TRAVAGLIO CONTRO DI MAIO : INFANTILI LE DICHIARAZIONI CONTRO DRAGHI

CSV SVIZZERA
Antonio Ripa
Di Maio dopo la conferenza stampa di Mario Draghi, presidente della BCE, ha dichiarato : «Mi meraviglio che un italiano si metta in questo modo ad avvelenare il clima. Draghi avvelena il clima È il momento di tifare Italia» Posizione ripresa e comune anche a personaggi leghisti come Borghi e Bagnai rispettivamente presidenti della Commissione Bilancio e della Commissione Finanze dei rispettivi rami del parlamento di cui sono membri, e notoriamente ultras del pensierio #noeuro leghista
Affermazione, quella di Di Maio, che non fa altro che confermare l’inadeguatezza del giovane 32enne nel triplo ruolo di vicepremier. Ministro del Lavoro e Ministro dello Sviluppo, nonché’ leader politico del movimento fondato dal comico Beppe Grillo, già di perse carente di studi e cultura economica, oltre che di conoscenza di cosa sia il lavoro.
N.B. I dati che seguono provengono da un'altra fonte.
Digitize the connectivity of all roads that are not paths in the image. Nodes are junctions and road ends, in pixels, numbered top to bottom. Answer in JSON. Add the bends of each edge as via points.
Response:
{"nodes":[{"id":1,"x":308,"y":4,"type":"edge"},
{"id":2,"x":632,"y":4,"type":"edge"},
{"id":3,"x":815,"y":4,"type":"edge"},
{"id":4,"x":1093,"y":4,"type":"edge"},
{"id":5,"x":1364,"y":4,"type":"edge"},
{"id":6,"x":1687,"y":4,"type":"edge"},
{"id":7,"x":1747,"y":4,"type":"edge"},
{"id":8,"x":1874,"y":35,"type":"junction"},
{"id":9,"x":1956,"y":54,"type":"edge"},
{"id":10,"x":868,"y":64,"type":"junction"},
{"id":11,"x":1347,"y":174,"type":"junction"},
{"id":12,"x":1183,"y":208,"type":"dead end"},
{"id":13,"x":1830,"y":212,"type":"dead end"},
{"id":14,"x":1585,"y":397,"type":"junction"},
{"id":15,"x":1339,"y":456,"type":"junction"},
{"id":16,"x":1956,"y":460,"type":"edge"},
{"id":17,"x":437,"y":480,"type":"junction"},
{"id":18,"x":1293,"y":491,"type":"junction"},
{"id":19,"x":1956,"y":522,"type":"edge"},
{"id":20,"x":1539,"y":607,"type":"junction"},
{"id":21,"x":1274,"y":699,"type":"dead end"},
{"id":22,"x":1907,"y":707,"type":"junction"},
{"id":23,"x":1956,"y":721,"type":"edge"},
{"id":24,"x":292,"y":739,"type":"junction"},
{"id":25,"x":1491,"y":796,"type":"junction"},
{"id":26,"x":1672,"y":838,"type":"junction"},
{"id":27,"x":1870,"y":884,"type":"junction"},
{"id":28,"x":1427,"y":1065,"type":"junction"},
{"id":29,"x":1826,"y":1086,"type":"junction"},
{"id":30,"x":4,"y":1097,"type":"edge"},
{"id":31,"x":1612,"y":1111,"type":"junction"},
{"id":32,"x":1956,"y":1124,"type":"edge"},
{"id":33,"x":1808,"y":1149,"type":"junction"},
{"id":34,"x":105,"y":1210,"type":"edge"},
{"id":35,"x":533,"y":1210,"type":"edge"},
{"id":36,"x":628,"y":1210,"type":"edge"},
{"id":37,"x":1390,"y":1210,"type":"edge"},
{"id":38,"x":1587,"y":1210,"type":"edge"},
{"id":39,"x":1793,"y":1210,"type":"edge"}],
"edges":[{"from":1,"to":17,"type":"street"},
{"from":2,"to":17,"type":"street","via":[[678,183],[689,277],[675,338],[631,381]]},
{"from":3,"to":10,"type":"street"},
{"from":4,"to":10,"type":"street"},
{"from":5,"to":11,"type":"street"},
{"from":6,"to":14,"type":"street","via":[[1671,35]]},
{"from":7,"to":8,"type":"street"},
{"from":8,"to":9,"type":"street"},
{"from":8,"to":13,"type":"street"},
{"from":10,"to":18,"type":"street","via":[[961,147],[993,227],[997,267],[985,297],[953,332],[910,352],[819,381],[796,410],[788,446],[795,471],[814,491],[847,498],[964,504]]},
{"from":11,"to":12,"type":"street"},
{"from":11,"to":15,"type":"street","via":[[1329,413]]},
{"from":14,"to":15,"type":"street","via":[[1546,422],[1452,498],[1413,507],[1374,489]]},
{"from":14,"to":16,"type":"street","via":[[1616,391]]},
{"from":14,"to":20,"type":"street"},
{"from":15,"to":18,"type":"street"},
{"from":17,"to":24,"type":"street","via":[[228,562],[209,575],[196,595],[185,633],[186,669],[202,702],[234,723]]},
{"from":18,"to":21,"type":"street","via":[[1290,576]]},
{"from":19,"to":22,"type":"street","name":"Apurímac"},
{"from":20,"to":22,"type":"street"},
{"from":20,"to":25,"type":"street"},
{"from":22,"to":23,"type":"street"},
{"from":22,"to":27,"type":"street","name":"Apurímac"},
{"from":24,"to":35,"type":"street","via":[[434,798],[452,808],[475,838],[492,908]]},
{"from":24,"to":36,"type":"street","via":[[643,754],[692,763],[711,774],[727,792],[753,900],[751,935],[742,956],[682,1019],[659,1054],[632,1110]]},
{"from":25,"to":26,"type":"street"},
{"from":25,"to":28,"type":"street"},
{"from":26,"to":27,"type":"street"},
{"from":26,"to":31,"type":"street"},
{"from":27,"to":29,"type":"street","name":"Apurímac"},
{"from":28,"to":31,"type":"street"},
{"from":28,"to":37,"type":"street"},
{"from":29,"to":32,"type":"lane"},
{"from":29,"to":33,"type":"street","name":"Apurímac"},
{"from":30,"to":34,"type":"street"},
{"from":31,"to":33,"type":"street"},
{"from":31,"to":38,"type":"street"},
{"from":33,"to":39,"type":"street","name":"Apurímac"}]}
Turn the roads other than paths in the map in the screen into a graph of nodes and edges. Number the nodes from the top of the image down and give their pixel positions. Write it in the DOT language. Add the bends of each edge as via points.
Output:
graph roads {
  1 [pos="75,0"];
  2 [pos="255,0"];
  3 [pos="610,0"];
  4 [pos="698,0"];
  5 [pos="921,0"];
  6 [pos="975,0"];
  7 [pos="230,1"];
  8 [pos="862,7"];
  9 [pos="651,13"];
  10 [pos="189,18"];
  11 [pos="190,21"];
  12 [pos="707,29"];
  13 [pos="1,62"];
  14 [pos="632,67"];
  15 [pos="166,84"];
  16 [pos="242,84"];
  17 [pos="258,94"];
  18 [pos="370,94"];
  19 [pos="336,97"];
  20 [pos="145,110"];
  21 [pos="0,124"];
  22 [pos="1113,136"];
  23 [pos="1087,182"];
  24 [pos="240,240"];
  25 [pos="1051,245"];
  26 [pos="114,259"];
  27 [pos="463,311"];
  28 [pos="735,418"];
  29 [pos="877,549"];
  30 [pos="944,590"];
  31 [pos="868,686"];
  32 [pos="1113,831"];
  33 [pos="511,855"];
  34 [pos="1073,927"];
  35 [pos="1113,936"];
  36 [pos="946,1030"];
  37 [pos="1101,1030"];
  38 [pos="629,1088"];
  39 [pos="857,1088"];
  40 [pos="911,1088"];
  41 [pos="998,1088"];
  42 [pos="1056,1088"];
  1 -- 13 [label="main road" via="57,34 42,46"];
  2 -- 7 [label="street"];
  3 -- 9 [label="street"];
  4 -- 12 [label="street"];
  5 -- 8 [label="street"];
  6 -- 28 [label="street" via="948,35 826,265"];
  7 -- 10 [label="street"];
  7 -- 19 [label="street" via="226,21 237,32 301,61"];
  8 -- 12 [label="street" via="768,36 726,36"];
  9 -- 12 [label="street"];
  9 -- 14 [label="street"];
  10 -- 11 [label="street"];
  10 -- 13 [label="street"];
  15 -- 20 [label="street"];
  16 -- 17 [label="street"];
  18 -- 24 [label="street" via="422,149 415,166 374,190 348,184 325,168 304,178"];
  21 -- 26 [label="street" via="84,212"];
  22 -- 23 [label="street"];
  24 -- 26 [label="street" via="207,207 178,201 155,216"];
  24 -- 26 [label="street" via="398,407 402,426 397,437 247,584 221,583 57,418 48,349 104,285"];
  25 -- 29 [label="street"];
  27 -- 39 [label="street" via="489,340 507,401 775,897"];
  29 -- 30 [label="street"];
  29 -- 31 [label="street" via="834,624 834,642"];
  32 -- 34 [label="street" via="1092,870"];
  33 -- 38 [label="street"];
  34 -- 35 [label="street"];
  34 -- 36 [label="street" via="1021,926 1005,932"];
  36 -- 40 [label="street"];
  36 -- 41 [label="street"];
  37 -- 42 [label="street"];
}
Anche Marco Travaglio, direttore del Fatto Quotidiano, esprime sdegno per la posizione espressa da Di Maio : 
“Questa replica di Luigi Di Maio alle dichiarazioni del presidente della Bce denota una buona dose di infantilismo e di inadeguatezza. E non è degna di un vicepremier e ministro del Lavoro e dello Sviluppo. Ma neppure di un leader politico che dovrebbe essere sintonizzato con i cittadini o, quantomeno, con i suoi elettori. Chiunque abbia qualche euro da parte, incluso chi vota 5Stelle e Lega, è allarmato dallo spread che non accenna a calare e per le turbolenze e le speculazioni sui mercati che portano con sé i guai delle banche imbottite di titoli di Stato e i declassamenti del nostro mostruoso debito pubblico. Cioè danneggiano le tasche non degli speculatori, che anzi ci campano, ma dei risparmiatori, che ci rimettono.”
Ricordiamo che la Banca Centrale Europea, come tutte le banche centrali, e’ un organismo indipendente dalla politica europea e degli stati sovrani membri dell’unione, il cui ruolo principale statutario è mantenere la stabilità dei prezzi, favorendo in tal modo la crescita e l’occupazione, attraverso opportune politiche monetarie. Ruolo comune, nonostante le tante teorie errate che il popolo sovranista propaganda, a tutte l banche centrali di paesi moderni, come la FED americana, oppure Bank of Japan e Bank of England. Lo stesso Draghi, nella giornata di ieri, ha dichiarato dichiarato nel corso della sua partecipazione ad un conferenza in Belgio : “Le Banche centrali sono potenti, indipendenti, non elette e la loro credibilità dipende dall’indipendenza: la Banca centrale non deve essere soggetta alla politica o alle esigenze di bilancio, deve essere libera di scegliere gli strumenti più appropriati per compiere il proprio mandato. E i legislatori dovrebbero perciò proteggere la loro indipendenza”
Il clima di una propaganda basata sulla ignoranza e sulla incompetenza, dove temi complessi sono banalmente rappresentati , mostra sempre di piu’ come l’italia e’ un paese che da democratico e’ diventato oclocratico, sulla spinta decennale del dirittismo estremo del “zero doveri e tutto dovuto” che e’ stato fatto proprio dalla larga maggioranza del popolo il quale, secondo un recente rapporto OCSE, ha ormai il triste primato in Europa di, pur sapendo leggere e scrivere, non riuscire a comprendere le informazioni e a interpretare la realtà. E’ il paese dove il valore dell’uno che e’ frutto degli investimenti che ciascuno fa su se stesso in termini di studio e formazione, non ha piu’ considerazione, dando la parola a quella “legione di imbecilli” descritta da Umberto Eco qualche anno fa.